Additional Strategy: Invest in Jack in the Box.

How to invest in dividend stocks like Jack in the Box? Follow steps one and two, but wait with step three from above. Dividend stocks and income investing include buying and holding so you can earn dividends over time. When to sell dividend stocks depends on portfolio strategy, share price and market action.

Jack in the Box stands up for growth

Jack in the Box offers an interesting game of fast food and burgers for three reasons:

  1. The first is CEO Darin Harris, who seems to know what the modern fast food consumer wants.
  2. The opportunity to grow, which is phenomenal. The company would have to triple in size to outrun the No. 3 player, Wendy’s, and then triple again to match the No. 2 player, Burger King.
  3. The dividend, which hasn’t grown now, but will once the growth story matures.

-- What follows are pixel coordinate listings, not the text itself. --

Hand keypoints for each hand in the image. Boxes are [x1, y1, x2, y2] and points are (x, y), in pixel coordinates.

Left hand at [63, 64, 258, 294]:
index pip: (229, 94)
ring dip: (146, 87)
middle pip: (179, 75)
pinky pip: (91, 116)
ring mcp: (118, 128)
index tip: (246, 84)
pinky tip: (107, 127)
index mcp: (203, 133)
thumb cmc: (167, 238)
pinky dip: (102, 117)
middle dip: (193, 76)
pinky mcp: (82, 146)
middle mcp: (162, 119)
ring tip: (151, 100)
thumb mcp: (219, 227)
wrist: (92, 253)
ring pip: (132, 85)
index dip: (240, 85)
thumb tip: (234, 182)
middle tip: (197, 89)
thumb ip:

Frequently Asked Questions

Let’s look at some questions about Jack in the Box stocks.

Is Jack in the Box’s Dividend Growing?

The stock dividend Jack continues to grow but is not yet a known dividend grower. The company has only implemented dividend increases, but much less sequentially. The payout ratio is low, so increases could be significant in the future.

What is the Jack in the Box Dividend Yield?

The Jack in the Box dividend yield varies with stock price, but is usually around 2%. Yields are lower than those of burger/fast food competitors, but there are mitigating factors, including the company’s growth potential and prospects for future dividend increases.

When does Jack in the Box pay dividends?

Jack in the Box dividend is paid on an annual basis in four installments. Distributions are made quarterly upon approval by the Board. Jack in the Box has never paid a special dividend or irregular or extra dividend, but it could happen in the future.


Shreya has been with australiabusinessblog.com for 3 years, writing copy for client websites, blog posts, EDMs and other mediums to engage readers and encourage action. By collaborating with clients, our SEO manager and the wider australiabusinessblog.com, Shreya seeks to understand an audience before creating memorable, persuasive copy.